Heh. Well, we can only measure what we know. And in the interest of
simplicity I think the granularity is gonna have to stick to pretty
much per request. Also you're flying with 300 MiB docs? perhaps its
time to chop or store in FTP?

> Antony Blakey
> -------------
> CTO, Linkuistics Pty Ltd
> Ph: 0438 840 787
>
> It is no measure of health to be well adjusted to a profoundly sick society.
>  -- Jiddu Krishnamurti
>
>
>

Re: Statistics Module

Posted by Antony Blakey <an...@gmail.com>.
On 30/01/2009, at 4:27 PM, Paul Davis wrote:

> On Fri, Jan 30, 2009 at 12:32 AM, Antony Blakey <antony.blakey@gmail.com 
> > wrote:
>>
>> On 30/01/2009, at 9:56 AM, Paul Davis wrote:
>>
>>> The way that stats are calculated currently with the dependent
>>> variable being time could cause some issues in implementing more
>>> statistics. With my extremely limited knowledge of stats I think
>>> moving that to be dependent on the number of requests might be  
>>> better.
>>> This is something that hopefully someone out there knows more about.
>>> (This is in terms of "avg for last 5 minutes" vs "avg for last 100
>>> requests", (the later of the two making stddev type stats
>>> calculateable on the fly in constant memory.)
>>
>> The problem with using # of requests is that depending on your  
>> data, each
>> request may take a long time. I have this problem at the moment: 1008
>> documents in a 3.5G media database. During a compact, the status in
>> _active_tasks updates every 1000 documents, so you can imagine how  
>> useful
>> that is :/ I thought it had hung (and neither the beam.smp CPU time  
>> nor the
>> IO requests were a good indicator). I spent some time chasing this  
>> down as a
>> bug before realising the problems was in the status granularity!
>>
>
> Actually I don't think that affects my question at all. It may change
> how we report things though.
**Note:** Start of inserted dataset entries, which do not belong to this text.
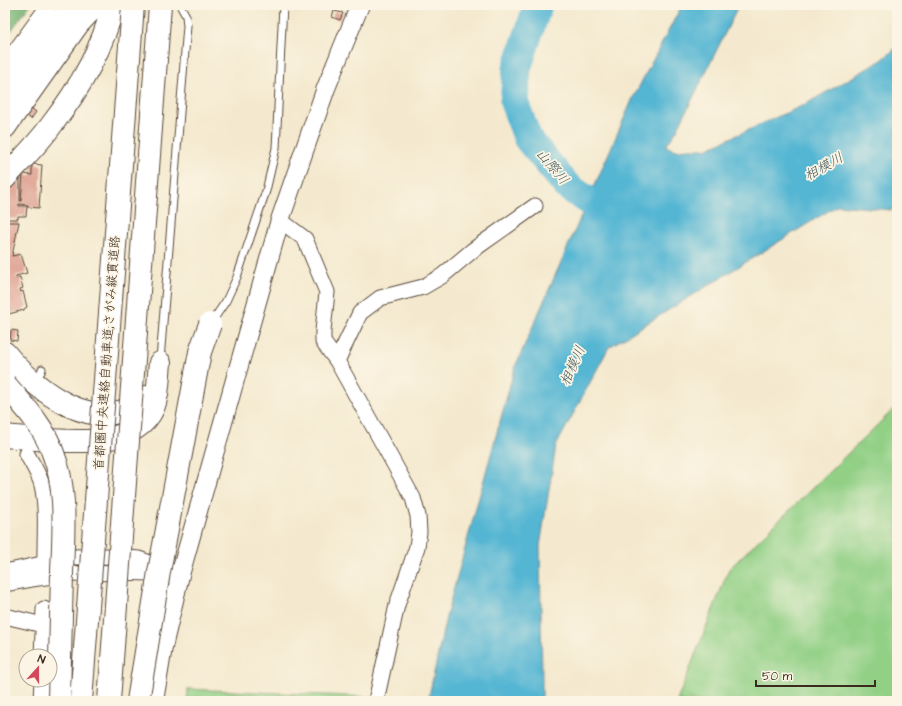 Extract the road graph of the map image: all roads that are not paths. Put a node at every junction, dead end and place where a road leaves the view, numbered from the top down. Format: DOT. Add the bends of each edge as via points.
graph roads {
  1 [pos="49,5"];
  2 [pos="79,5"];
  3 [pos="96,5"];
  4 [pos="113,5"];
  5 [pos="133,5"];
  6 [pos="160,5"];
  7 [pos="180,5"];
  8 [pos="283,5"];
  9 [pos="360,5"];
  10 [pos="5,64"];
  11 [pos="5,94"];
  12 [pos="5,127"];
  13 [pos="5,178"];
  14 [pos="535,206"];
  15 [pos="280,220"];
  16 [pos="210,324"];
  17 [pos="5,353"];
  18 [pos="337,361"];
  19 [pos="160,363"];
  20 [pos="5,384"];
  21 [pos="5,436"];
  22 [pos="27,454"];
  23 [pos="45,563"];
  24 [pos="5,572"];
  25 [pos="180,575"];
  26 [pos="45,578"];
  27 [pos="5,584"];
  28 [pos="44,609"];
  29 [pos="5,616"];
  30 [pos="43,625"];
  31 [pos="42,648"];
  32 [pos="42,688"];
  33 [pos="41,701"];
  34 [pos="59,701"];
  35 [pos="81,701"];
  36 [pos="109,701"];
  37 [pos="138,701"];
  38 [pos="154,701"];
  39 [pos="376,701"];
  1 -- 10 [label="street"];
  2 -- 11 [label="highway" via="57,23"];
  3 -- 12 [label="highway" via="78,24"];
  4 -- 13 [label="highway" via="98,50 74,93 50,128"];
  5 -- 35 [label="highway, 首都圏中央連絡自動車道;さがみ縦貫道路, bridge"];
  6 -- 36 [label="highway, bridge"];
  7 -- 19 [label="lane" via="186,16 187,26"];
  8 -- 16 [label="lane" via="276,148 272,170 238,277"];
  9 -- 15 [label="street" via="326,88"];
  14 -- 18 [label="street" via="473,250 442,276 423,287 380,298 360,314"];
  15 -- 18 [label="street" via="304,240 327,292 323,342"];
  15 -- 25 [label="street"];
  16 -- 37 [label="highway, bridge" via="200,352"];
  17 -- 19 [label="highway" via="25,374 55,398 82,411 96,414 125,410 138,402 153,384"];
  18 -- 39 [label="street" via="413,498 418,516 417,547 396,605"];
  19 -- 21 [label="highway" via="155,403 144,423 135,430 94,441"];
  20 -- 34 [label="highway, bridge" via="45,436 53,452 61,485 63,532"];
  22 -- 23 [label="street" via="42,485"];
  23 -- 24 [label="street"];
  23 -- 25 [label="street" via="74,557 107,556 139,560"];
  23 -- 26 [label="street"];
  25 -- 26 [label="street" via="107,572"];
  25 -- 38 [label="street" via="163,647"];
  26 -- 27 [label="street"];
  28 -- 30 [label="street"];
  29 -- 30 [label="street"];
  30 -- 31 [label="street"];
  32 -- 33 [label="street"];
}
As in, it may be important to be able to
> report things that are not single increment/decrement conditions but
> instead allow for adding arbitrary floating point numbers to the
> number of recorded data points.

I think I have the wrong end of the stick here - my problem was with  
the granularity of updates, not with the basis of calculation.

Antony Blakey
-------------
CTO, Linkuistics Pty Ltd
Ph: 0438 840 787

It is no measure of health to be well adjusted to a profoundly sick  
society.
   -- Jiddu Krishnamurti



Re: Statistics Module

Posted by Paul Davis <pa...@gmail.com>.
On Fri, Jan 30, 2009 at 12:32 AM, Antony Blakey <an...@gmail.com> wrote:
>
> On 30/01/2009, at 9:56 AM, Paul Davis wrote:
>
>> The way that stats are calculated currently with the dependent
>> variable being time could cause some issues in implementing more
>> statistics. With my extremely limited knowledge of stats I think
>> moving that to be dependent on the number of requests might be better.
>> This is something that hopefully someone out there knows more about.
>> (This is in terms of "avg for last 5 minutes" vs "avg for last 100
>> requests", (the later of the two making stddev type stats
>> calculateable on the fly in constant memory.)
>
> The problem with using # of requests is that depending on your data, each
> request may take a long time. I have this problem at the moment: 1008
> documents in a 3.5G media database. During a compact, the status in
> _active_tasks updates every 1000 documents, so you can imagine how useful
> that is :/ I thought it had hung (and neither the beam.smp CPU time nor the
> IO requests were a good indicator). I spent some time chasing this down as a
> bug before realising the problems was in the status granularity!
>

Actually I don't think that affects my question at all. It may change
how we report things though. As in, it may be important to be able to
report things that are not single increment/decrement conditions but
instead allow for adding arbitrary floating point numbers to the
number of recorded data points.

IMO, your specific use case only gives my argument about having the
dependent variable be requests (or more specifically, data points) be
the dependent variable.

To explain more clearly the case is this: if we don't treat the
collected data points as the dependent variable we are unable to
calculate extended statistics like variance/stddev etc. This is
because if the dependent variable is time, then the number of data
points is unbounded. If that's the case we have unbounded memory
usage. (because I know of no incremental algorithms for calculating
these statistics without knowledge of past values, I could be wrong)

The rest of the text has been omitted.